The only problem I had with the game were all the hidden items; and they were mostly memos (I found a bottle of depression pills I couldn’t use for some reason). I like the house items, as it reveals most of the character and is optionality if people want to skip it. However, the problem I have is looking for small hidden objects in a game that is hugely immerse and life-threatening at any moment. These collection items can completely kill the mood and bring you back to reality. When I realized I was running around an entire wall and every single computer to look for memos, I had broken out of the experience and just stopped collecting the items altogether.
Story: 10 out of 10
The story is told in pieces as you uncover it, through your characters room, the memos left my other employees and the terrorist themselves, books on the history of your world, the ship, and the terrorists, plus the hidden keys that actually tie into the plot of the game. The world around you is introduced slowly so it feels surprising. It gets more points not just for the original story, but for how it’s told.
Graphics: 8 out of 10
This is an independent game, with pretty decent graphics. The water is the best part. However, since you are on a ship for most of the game, I was surprised at how different each room was from the other; with only 1 room being a copy of another. Also, the water tosses on your screen as you move, as if your TV was a real video camera in the water.
Music: 10 out of 10
I don’t remember the music. Do you know what I do remember? The sound of nothing as I scourge a ship looking for survival from explosions, electricity, and fire as they all crackle around me. The sounds of my feet trashing through the water, the slowing down as I try to silently sneak up on someone, hoping they don’t heard my footsteps. The total abrupt silence of nothing but the ship creaking around me while I drown, my breath getting quicker and quicker the more my character thinks they will die, the screen getting brighter and thicker as my mind enters a hazy fog of death. No, it’s not just the music, it’s the combination of music absence, and sound effects, and how they are used, that make this work.
Challenge: 8 out of 10
This game is really hard in some places on the Hard difficulty. On Normal, it is also fairly difficult. There is one part near the end that I think many people could have a problem with; the 2 symmetrical large rooms (separated by a middle underwater hallway). You have to contend with around 20+ people underwater shooting at you, and people on the balcony (who can hide in cover) shooting at you, twice.
Fun: 18 out of 20
I enjoyed the hell out of this game.
Controls: 9 out of 10
You scale pipes to climb to higher places. You pull out a gun to shoot at people. You also have some fun grenades you can throw at people. To switch guns or select grenades, you have to pause the game. Though I found that even in hard mode the Force Gun is still the best weapon.
Replay Value: 7 out of 10
Aside from going through the game again for the collectibles and medals/trophies, the game is still fun, but might lose some of the immersion when you know what’s coming and what to do.
Extras: 3 out of 10
There is mini-game where you use your water control powers in a challenge room. It’s fun and frustrating.
+ 2 / – 2 – Collectibles
I’m torn here, because on one hand, the collectibles really add to the world of the game, but on the other, they ruin the sense of immersion that this game is good at producing.

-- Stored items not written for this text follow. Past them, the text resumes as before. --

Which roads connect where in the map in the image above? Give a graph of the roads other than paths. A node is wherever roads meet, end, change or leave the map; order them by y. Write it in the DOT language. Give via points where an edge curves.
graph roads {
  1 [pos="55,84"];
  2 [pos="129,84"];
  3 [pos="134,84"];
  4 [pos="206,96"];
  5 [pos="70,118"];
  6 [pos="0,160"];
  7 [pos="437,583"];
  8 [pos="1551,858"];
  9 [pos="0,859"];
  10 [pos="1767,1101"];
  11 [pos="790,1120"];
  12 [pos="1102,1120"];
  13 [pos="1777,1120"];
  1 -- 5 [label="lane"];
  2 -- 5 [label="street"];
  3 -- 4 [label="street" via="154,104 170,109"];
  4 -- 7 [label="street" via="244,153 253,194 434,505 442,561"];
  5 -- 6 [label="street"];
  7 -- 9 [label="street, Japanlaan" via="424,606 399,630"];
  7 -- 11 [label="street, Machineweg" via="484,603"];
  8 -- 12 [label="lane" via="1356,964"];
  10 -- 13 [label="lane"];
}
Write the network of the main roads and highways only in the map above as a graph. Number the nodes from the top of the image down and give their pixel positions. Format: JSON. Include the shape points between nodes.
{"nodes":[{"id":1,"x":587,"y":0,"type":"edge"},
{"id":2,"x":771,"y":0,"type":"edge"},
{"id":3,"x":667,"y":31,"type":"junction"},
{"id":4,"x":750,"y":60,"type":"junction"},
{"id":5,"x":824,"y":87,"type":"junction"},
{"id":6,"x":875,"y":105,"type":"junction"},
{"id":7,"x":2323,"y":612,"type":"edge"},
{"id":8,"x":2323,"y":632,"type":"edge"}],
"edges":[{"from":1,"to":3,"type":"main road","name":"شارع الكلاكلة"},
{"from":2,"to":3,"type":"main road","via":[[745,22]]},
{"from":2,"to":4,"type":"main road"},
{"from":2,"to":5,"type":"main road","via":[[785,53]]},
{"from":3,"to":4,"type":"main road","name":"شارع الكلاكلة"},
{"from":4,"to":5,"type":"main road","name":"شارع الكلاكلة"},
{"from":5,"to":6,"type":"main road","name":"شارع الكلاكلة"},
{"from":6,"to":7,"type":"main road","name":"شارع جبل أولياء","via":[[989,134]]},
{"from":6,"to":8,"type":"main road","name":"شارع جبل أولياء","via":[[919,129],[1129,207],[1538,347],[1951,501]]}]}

Seriously, how often do you really feel a part of the game. You always feel like you’re going to drown, you’re on edge from falling and fighting enemies.
Hydrophobia: Prophecy, is a very entertaining game, and can be yours for a very cheap price. It’s also not very long and doesn’t need that much of a time commitment. I recommend it for people who want to know what it’s like to feel really immersed in a game.
I really hope that Episodes 2 & 3 in the planned trilogy actually getting made.